What the exercise asks:
Retype the listing exactly, with no images.

++++ Data segment

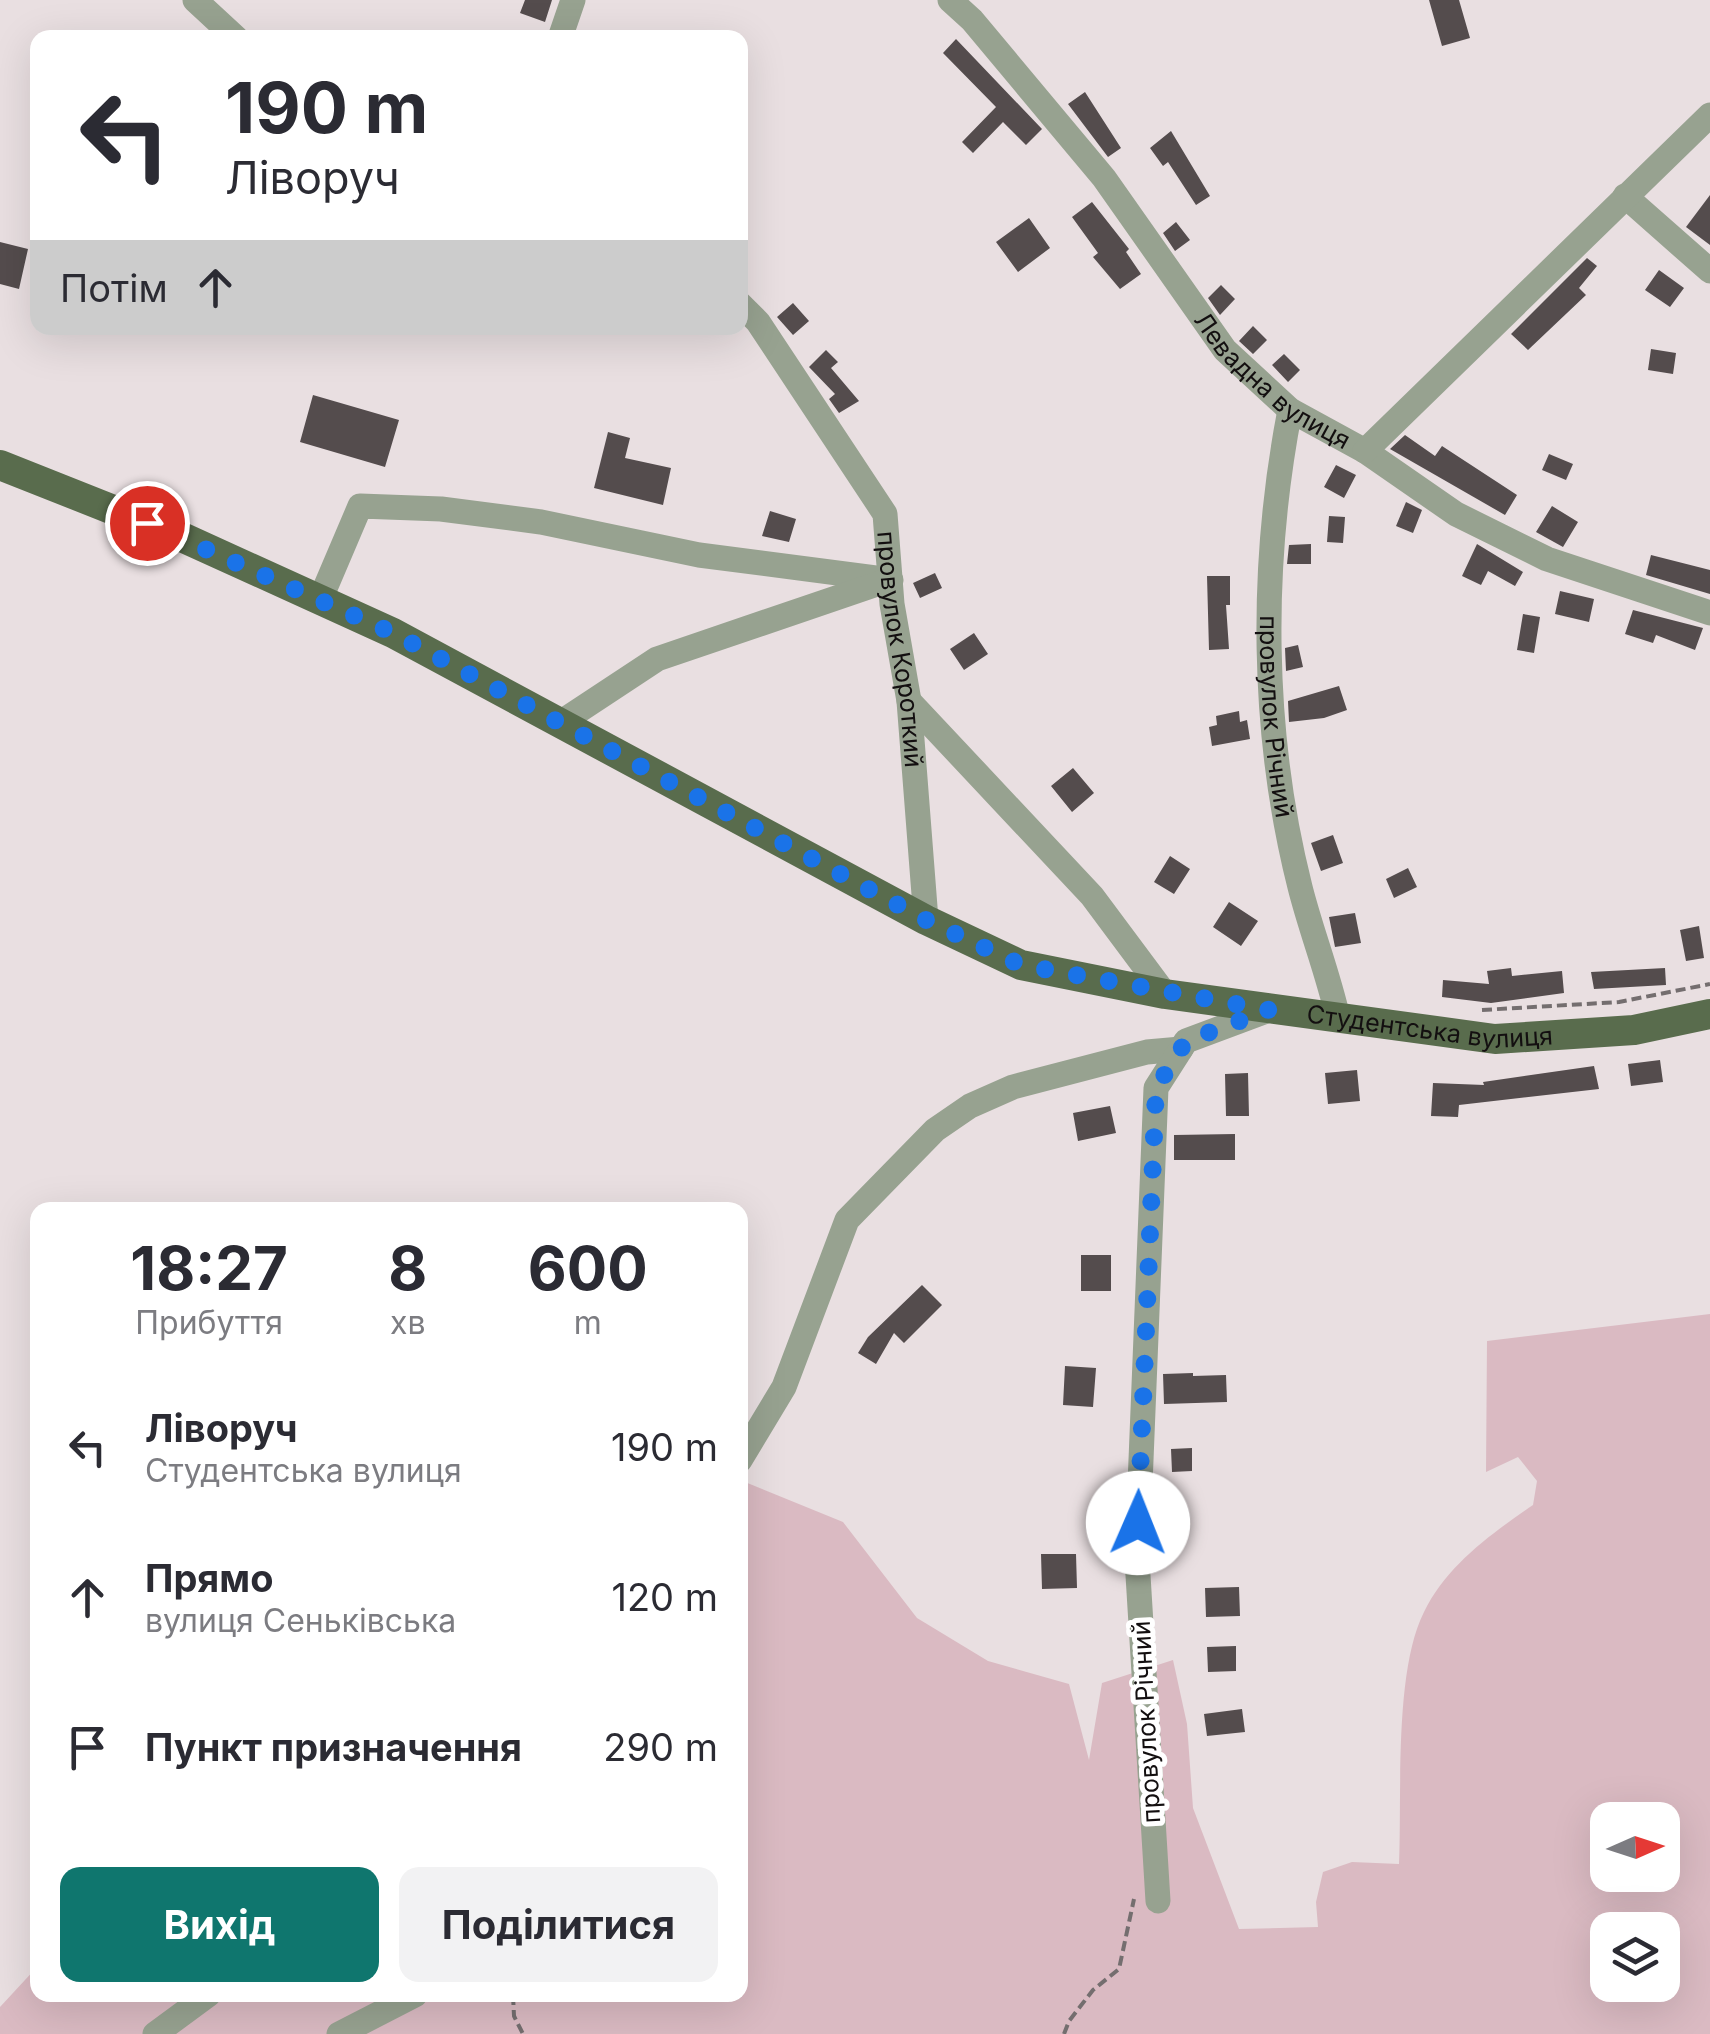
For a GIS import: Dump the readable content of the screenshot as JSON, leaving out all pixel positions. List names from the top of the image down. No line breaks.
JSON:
{"streets":{"main road":["Студентська вулиця"],"street":["Левадна вулиця","провулок Короткий","провулок Річний","провулок Рiчний"]},"crossings":[["Левадна вулиця","провулок Річний"],["провулок Короткий","Студентська вулиця"],["провулок Річний","Студентська вулиця"]],"north":"right","page":{"turn":["190 m","Ліворуч"],"then":"Потім","eta":["18:27","Прибуття","8","хв","600","m"],"list":[{"name":"Ліворуч","note":"Студентська вулиця","value":"190 m"},{"name":"Прямо","note":"вулиця Сенькiвська","value":"120 m"},{"name":"Пункт призначення","value":"290 m"}],"buttons":["Вихід","Поділитися"]}}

++++++++

Your response:
For a GIS import: Dump the readable content of the screenshot as JSON, leaving out all pixel positions. List names from the top of the image down. No line breaks.
JSON:
{"streets":{"main road":["Студентська вулиця"],"street":["Левадна вулиця","провулок Короткий","провулок Річний","провулок Рiчний"]},"crossings":[["Левадна вулиця","провулок Річний"],["провулок Короткий","Студентська вулиця"],["провулок Річний","Студентська вулиця"]],"north":"right","page":{"turn":["190 m","Ліворуч"],"then":"Потім","eta":["18:27","Прибуття","8","хв","600","m"],"list":[{"name":"Ліворуч","note":"Студентська вулиця","value":"190 m"},{"name":"Прямо","note":"вулиця Сенькiвська","value":"120 m"},{"name":"Пункт призначення","value":"290 m"}],"buttons":["Вихід","Поділитися"]}}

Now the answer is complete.